While the baby box is not a panacea to the very complex health challenges surrounding the infant sleep environment, they may serve as a prompt or cue to action towards safer sleep practices. Compared to those who were randomized to receive the diaper bag, the provision of the baby box was associated with improved and sustained safer sleep practices (including infant sleep position, sleep location, and loose items or heavy blankets in the sleeping environment) in this small sample in an Ecuadorian community.

In Finland the baby box has a symbolic meaning in that the country invested in the idea of maternal equality and an equal start to life [22, 24]. Perhaps mothers who received the box in Ecuador also felt they were being invested in and part of a larger narrative that they were valued, as was their infants survival, so they may have been more likely to adopt other safer sleep practices to fit into that narrative.

Baskets are very common in Ecuador and this may be a more desirable, culturally resonant, homegrown, and easily reproducible option to have in the family bed while providing some separation, similar to the wahakura basket [18]. However, these baskets may not serve as a reminder of safe sleep if they are perceived as commonplace and not an innovation. In fitting with Grol’s framework, other portable sleep options would need to have an attractive baby-friendly design, be affordable, and be considered an innovation (i.e. different from things used in daily life) to serve as a prompt or nudge towards safe infant sleep practices [17].

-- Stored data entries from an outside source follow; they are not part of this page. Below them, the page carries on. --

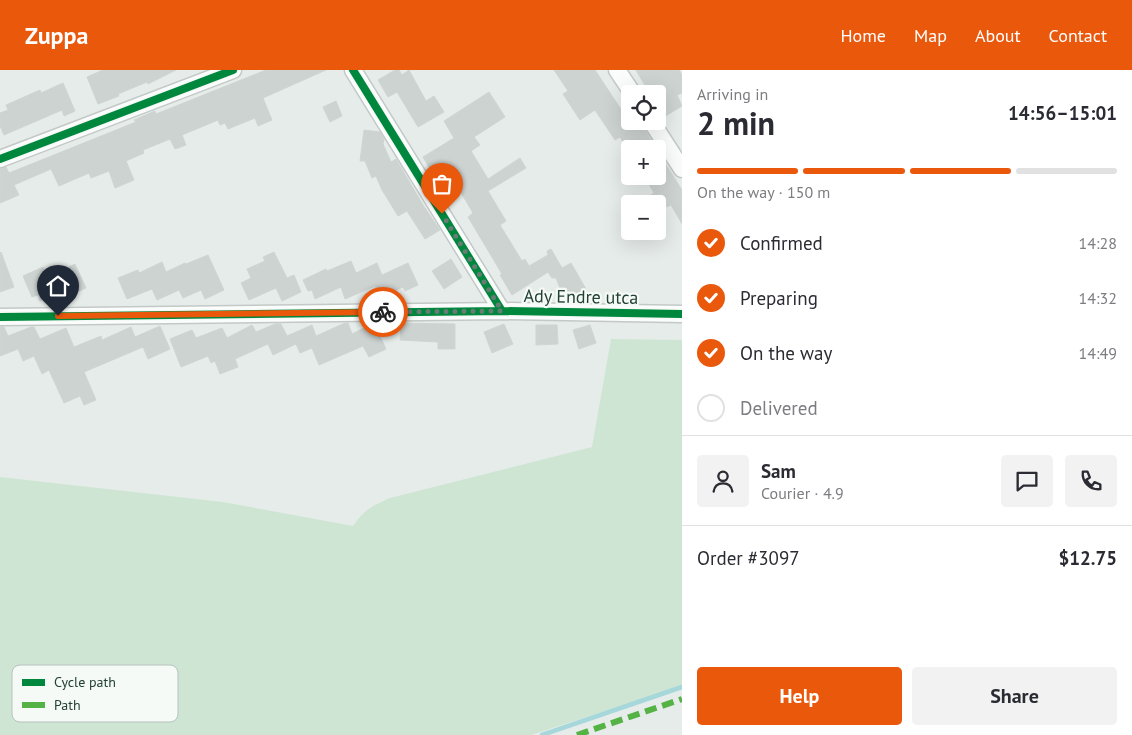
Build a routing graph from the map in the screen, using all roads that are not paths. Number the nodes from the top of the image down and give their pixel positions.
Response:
1 (233, 70) edge
2 (353, 70) edge
3 (617, 70) edge
4 (627, 85) edge
5 (657, 130) edge
6 (0, 159) edge
7 (682, 169) edge
8 (502, 311) junction
9 (682, 314) edge
10 (0, 317) edge

1 - 6 street
2 - 8 street
3 - 4 street
5 - 7 street
8 - 9 street, Ady Endre utca
8 - 10 street, Ady Endre utca

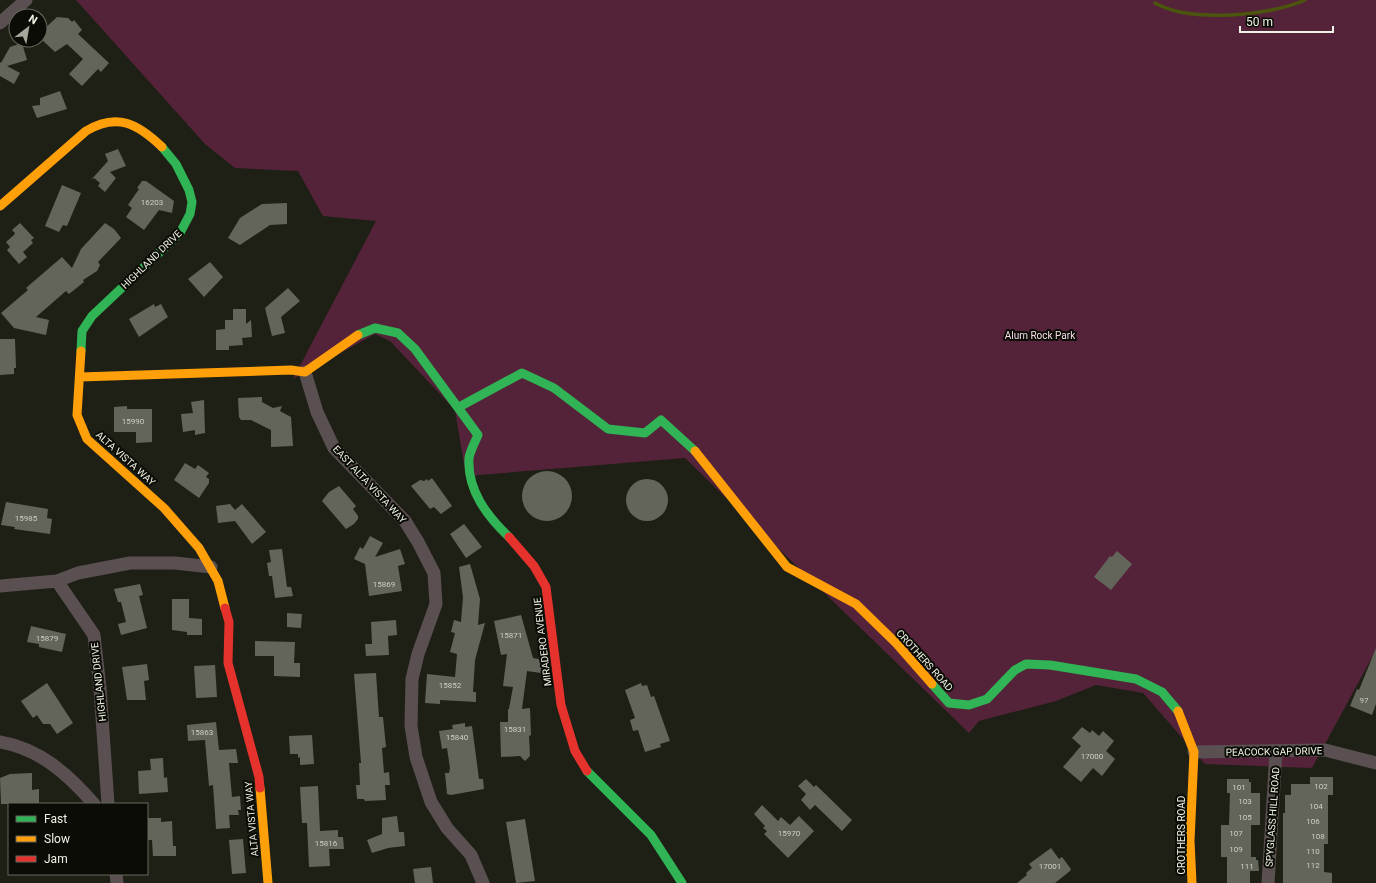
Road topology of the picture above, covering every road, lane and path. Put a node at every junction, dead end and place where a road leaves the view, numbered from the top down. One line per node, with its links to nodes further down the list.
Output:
1 (26, 0): 2 (street)
2 (0, 23)
3 (0, 206): 5 (street, HIGHLAND DRIVE)
4 (305, 372): 5 (street); 6 (street); 17 (street, EAST ALTA VISTA WAY)
5 (80, 377): 7 (street, ALTA VISTA WAY)
6 (459, 407): 11 (street, CROTHERS ROAD); 18 (street, MIRADERO AVENUE)
7 (211, 567): 8 (street); 16 (street, ALTA VISTA WAY)
8 (57, 581): 9 (street); 15 (street, HIGHLAND DRIVE)
9 (0, 586)
10 (0, 742): 14 (street)
11 (1194, 752): 12 (street, PEACOCK GAP DRIVE); 19 (street, CROTHERS ROAD)
12 (1276, 752): 13 (street, PEACOCK GAP DRIVE); 20 (street, SPYGLASS HILL ROAD)
13 (1376, 763)
14 (93, 803)
15 (108, 803)
16 (268, 883)
17 (483, 883)
18 (682, 883)
19 (1192, 883)
20 (1268, 883)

Future research should be directed towards testing culturally appropriate safe sleep devices with a larger range of options, but with a focus on those that continue to serve as a prompt to change caregiver behavior and reinforce optimal practices. Further testing and qualitative investigations are warranted. Additionally, future research in safe sleep promotion within Latin America should include follow up education, further exploration of the use of soft items, as well as observations in the home delivered by trusted members of the community; there should also be an emphasis on taking a harm reduction approach, since parents and educations need to work with what they have available in the given context.